The more problematic issue, and one that is not fully addressed by the parties, is not the belated service but the fact that Gonzales, on September 9, was not given the amended complaint with the summons. Rule 4(c)(1) states that summons shall be served together with a copy of the complaint. Because an amended complaint supersedes the original (rendering it a legal nullity), a defendant who has not yet been served at the time of the amendment should be served with a summons and a copy of the amended complaint. 27A Federal Procedure § 62:264 (Lawyers ed. June 2006). The Court thus interprets Gonzales' motion as challenging the sufficiency of service under Rule 12(b)(5) because he was given the summons and a superseded pleading.
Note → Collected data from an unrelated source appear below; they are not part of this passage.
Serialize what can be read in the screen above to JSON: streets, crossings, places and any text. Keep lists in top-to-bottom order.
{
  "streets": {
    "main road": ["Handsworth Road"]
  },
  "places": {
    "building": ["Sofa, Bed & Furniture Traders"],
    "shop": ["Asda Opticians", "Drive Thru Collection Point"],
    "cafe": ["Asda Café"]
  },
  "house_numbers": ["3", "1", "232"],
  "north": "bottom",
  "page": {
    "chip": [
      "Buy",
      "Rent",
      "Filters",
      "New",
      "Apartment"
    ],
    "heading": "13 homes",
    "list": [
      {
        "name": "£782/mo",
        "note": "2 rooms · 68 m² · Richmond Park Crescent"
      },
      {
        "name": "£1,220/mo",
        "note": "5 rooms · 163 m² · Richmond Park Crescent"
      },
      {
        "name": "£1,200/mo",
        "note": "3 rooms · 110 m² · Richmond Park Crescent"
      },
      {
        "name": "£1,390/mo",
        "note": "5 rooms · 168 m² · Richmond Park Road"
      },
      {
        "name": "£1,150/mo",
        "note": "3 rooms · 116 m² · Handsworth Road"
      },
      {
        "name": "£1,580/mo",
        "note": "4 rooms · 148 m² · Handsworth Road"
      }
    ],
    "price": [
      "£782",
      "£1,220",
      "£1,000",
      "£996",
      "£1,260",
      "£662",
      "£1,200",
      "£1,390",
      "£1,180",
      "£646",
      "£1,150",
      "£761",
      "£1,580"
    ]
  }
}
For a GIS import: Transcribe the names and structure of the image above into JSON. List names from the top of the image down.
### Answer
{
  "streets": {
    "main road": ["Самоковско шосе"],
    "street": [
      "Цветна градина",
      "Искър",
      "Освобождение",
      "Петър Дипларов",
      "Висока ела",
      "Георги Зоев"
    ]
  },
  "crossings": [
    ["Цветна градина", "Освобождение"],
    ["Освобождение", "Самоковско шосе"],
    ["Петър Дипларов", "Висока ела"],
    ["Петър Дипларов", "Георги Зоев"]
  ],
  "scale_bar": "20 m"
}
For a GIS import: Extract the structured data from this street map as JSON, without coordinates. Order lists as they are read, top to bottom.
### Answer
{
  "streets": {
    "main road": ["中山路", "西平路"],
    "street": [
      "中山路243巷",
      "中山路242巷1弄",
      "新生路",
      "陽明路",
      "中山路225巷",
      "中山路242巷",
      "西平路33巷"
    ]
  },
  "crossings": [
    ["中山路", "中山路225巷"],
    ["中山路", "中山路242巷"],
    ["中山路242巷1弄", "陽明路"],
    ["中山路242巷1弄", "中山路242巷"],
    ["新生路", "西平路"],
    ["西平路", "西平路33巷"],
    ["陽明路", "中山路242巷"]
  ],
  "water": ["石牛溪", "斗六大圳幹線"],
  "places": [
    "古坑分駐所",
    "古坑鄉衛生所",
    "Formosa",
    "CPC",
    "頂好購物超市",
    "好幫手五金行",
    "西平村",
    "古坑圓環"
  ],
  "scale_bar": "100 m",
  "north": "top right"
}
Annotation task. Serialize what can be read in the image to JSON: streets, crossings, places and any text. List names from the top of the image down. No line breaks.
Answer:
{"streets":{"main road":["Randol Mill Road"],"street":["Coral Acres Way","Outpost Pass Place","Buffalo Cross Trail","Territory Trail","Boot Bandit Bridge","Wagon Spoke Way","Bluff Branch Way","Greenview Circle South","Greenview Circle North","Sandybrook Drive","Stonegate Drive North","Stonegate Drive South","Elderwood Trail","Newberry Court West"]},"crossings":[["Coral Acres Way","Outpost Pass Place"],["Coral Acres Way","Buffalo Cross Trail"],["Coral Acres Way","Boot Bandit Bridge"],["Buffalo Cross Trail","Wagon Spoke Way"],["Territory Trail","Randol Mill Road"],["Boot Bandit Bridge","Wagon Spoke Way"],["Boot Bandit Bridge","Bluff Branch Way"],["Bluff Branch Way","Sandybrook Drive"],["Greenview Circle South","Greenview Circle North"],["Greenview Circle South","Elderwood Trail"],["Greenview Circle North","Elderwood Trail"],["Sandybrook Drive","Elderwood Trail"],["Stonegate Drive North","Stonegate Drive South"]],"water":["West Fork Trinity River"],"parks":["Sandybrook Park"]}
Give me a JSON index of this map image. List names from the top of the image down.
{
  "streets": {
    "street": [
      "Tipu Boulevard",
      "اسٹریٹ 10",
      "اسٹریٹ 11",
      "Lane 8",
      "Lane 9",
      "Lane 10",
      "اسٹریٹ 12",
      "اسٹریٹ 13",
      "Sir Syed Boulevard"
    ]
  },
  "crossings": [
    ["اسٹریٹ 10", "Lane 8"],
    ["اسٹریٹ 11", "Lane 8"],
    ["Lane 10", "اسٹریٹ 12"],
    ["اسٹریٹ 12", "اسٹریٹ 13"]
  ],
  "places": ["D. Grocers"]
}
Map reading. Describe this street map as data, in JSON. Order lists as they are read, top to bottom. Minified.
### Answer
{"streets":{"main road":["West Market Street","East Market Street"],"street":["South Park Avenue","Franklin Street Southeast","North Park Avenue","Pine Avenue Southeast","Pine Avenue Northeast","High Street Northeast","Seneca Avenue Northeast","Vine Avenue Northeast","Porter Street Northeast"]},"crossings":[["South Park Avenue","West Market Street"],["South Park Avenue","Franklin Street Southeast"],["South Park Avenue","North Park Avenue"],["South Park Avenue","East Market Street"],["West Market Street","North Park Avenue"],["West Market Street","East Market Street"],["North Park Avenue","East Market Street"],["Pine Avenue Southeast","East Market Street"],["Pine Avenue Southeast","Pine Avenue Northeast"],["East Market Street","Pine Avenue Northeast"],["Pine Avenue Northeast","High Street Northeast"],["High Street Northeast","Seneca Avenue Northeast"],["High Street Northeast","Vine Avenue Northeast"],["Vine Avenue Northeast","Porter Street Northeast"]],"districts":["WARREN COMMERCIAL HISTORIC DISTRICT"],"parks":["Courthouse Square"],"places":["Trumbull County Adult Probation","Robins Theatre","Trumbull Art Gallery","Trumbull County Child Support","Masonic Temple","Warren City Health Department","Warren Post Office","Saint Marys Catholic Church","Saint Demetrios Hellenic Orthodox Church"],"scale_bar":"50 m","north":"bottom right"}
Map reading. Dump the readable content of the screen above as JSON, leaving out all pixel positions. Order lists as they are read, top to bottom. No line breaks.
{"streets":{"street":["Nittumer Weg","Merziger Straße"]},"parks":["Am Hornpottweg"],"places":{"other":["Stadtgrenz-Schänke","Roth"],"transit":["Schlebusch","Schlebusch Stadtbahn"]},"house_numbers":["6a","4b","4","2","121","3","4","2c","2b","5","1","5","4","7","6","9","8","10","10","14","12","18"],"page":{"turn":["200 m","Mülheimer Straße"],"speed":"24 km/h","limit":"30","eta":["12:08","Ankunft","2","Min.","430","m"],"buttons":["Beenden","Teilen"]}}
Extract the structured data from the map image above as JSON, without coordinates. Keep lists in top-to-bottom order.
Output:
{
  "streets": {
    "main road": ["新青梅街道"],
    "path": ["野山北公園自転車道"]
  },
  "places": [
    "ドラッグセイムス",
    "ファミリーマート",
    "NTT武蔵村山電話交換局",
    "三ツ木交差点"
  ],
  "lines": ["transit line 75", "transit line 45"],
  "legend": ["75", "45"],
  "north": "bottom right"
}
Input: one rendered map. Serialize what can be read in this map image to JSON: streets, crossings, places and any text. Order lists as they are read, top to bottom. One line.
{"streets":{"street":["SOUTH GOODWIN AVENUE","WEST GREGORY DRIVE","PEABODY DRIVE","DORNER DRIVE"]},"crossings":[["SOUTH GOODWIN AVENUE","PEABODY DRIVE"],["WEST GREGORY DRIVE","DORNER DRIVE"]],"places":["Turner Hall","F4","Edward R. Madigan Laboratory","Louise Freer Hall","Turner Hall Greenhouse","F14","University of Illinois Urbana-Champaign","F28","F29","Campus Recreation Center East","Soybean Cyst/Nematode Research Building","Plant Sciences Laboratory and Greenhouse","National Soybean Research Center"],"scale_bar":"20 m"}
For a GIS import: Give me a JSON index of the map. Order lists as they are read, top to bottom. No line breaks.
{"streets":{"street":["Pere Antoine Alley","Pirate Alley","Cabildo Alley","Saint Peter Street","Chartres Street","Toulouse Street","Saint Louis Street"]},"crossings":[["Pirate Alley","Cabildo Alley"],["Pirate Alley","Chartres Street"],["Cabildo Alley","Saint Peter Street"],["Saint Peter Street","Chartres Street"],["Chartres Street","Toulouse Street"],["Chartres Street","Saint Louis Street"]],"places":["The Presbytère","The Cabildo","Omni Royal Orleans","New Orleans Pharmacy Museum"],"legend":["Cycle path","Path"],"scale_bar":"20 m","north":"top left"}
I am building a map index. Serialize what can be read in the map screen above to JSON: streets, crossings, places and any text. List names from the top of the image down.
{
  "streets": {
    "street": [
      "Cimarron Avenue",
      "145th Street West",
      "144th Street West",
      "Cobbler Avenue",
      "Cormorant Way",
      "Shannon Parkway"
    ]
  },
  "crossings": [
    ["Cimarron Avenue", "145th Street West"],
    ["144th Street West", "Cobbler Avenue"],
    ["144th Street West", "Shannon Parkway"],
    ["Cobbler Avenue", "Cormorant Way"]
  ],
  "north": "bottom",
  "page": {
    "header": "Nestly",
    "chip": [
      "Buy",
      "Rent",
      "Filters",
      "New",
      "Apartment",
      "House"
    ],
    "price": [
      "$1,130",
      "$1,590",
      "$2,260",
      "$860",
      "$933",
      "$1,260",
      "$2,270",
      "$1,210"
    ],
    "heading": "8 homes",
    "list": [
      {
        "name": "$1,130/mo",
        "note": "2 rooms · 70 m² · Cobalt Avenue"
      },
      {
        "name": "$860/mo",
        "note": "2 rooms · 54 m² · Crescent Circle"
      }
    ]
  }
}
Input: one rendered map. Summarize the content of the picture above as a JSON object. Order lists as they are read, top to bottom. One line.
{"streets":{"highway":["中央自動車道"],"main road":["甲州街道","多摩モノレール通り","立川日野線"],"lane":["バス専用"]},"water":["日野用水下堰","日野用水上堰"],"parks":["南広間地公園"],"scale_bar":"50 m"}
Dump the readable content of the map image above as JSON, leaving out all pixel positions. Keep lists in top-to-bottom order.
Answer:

Gonzales identifies Rule 12(b)(2) as support for his motion. However, there does not appear to be any question as to the existence of personal jurisdiction apart from the sufficiency of service challenge identified above. Cf. Harbour v. Peters, No. 05-1252-MLB, 2006 WL 219914, at *2 (D. Kan. Jan. 27, 2006) ("Valid service of process is a prerequisite to a federal court's asserting personal jurisdiction over a defendant.") Gonzales' reference to Rule 12(b)(4) appears to have been in error. (Def.'s Mot. at 1.)
It is Plaintiff's burden to establish the validity of service of process. FDIC v. Oaklawn Apartments, 959 F.2d 170, 174 (10th Cir. 1992). Here, the returned and executed summons clearly shows that Gonzales was given the original complaint rather than the complaint. (Dkt. No. 45.) Therefore, service was defective.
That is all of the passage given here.